Cody Hall, a spokesman for Kemp’s office, said press questions are being referred to the Georgia Department of Corrections. The Corrections Department could not be reached for comment.
CAIR’s Mitchell said the issue, at one point, came close to a resolution. Calhoun was told she could wear a cap and a turtleneck but could not cover her earlobes. If a resolution is not reached, he said, the matter could go to the Equal Employment Opportunity Commission.
Shahshahani called such practices “discriminatory.”
“Project South rejects any attempt to demonize or stigmatize the Muslim community,” she said. That includes a policy that in effect prohibits employees like Calhoun from practicing her religion and wearing the hijab. Project South is a social justice organization focused on social, economic and political issues in the South.

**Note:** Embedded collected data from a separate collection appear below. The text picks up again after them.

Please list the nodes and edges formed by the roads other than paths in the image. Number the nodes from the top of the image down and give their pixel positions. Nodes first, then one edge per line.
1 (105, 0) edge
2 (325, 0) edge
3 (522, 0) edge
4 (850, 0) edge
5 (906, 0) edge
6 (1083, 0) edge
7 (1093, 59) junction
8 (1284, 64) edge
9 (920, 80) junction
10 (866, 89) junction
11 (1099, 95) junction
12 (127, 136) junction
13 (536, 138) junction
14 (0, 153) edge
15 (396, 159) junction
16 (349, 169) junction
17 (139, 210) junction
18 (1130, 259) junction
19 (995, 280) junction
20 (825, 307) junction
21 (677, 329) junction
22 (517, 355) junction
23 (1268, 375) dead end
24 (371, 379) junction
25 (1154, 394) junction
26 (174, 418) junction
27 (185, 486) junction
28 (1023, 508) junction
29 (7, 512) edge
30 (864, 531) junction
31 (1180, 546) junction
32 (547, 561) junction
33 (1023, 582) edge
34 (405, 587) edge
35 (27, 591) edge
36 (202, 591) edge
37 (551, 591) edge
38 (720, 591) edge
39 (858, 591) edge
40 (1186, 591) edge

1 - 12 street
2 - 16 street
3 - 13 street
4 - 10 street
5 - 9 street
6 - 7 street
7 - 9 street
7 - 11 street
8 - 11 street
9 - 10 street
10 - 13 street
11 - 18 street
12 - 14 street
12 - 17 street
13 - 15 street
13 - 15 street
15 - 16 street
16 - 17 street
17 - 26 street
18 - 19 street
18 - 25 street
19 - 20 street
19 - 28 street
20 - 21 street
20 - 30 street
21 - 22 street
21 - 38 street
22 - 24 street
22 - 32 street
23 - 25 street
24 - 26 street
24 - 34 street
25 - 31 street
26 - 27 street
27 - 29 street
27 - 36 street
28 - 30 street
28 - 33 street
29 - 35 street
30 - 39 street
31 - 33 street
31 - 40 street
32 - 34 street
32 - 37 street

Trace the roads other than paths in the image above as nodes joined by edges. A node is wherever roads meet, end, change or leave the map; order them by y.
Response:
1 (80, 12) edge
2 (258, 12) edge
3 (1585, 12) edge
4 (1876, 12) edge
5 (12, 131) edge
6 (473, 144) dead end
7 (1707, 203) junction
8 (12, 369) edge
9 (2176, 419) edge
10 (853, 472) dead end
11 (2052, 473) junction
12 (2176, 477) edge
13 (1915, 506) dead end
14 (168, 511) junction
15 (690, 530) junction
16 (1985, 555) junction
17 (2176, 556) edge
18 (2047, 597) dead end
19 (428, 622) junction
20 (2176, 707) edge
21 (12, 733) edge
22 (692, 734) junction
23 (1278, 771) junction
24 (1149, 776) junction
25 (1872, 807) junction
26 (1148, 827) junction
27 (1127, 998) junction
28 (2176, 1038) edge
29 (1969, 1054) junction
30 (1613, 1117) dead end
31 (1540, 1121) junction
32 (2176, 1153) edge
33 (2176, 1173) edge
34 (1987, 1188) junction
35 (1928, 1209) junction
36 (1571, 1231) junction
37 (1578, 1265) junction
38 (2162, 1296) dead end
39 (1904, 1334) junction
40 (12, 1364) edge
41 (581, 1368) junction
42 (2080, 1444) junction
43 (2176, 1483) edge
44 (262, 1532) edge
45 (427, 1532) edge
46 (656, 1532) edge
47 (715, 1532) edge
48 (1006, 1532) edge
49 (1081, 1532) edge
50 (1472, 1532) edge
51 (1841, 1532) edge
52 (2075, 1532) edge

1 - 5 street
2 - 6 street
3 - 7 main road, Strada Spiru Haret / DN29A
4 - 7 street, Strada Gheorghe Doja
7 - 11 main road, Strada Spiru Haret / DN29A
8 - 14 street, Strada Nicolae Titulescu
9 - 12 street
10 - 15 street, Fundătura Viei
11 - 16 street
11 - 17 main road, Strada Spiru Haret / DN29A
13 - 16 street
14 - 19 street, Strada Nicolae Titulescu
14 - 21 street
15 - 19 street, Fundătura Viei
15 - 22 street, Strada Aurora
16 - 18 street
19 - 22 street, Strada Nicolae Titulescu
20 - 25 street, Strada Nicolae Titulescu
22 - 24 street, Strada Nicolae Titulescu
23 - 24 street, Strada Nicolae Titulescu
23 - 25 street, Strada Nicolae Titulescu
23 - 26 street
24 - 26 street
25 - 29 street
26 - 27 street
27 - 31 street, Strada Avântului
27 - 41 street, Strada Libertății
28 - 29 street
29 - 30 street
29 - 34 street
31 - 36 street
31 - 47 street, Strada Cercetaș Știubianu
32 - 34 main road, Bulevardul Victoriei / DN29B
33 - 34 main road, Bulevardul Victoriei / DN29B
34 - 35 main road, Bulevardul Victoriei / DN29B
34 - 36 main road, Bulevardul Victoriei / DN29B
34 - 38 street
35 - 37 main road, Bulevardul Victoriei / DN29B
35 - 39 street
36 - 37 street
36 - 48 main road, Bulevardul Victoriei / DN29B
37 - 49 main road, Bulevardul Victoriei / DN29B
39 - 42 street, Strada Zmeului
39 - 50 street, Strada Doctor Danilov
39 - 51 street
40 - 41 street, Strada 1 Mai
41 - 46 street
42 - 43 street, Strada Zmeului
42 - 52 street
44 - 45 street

Before the hijab issue arose, Calhoun said she was treated like everyone else.
“I just feel uncomfortable because I’m so used to being covered,” she said. “When I’m not covered, it makes me feel naked or something. I just feel uncomfortable.”
Calhoun hopes to stay at the Department of Corrections.
In fact, she says she loves her job.
“I just don’t like how they disrespected me and disrespected my religion the way they did.”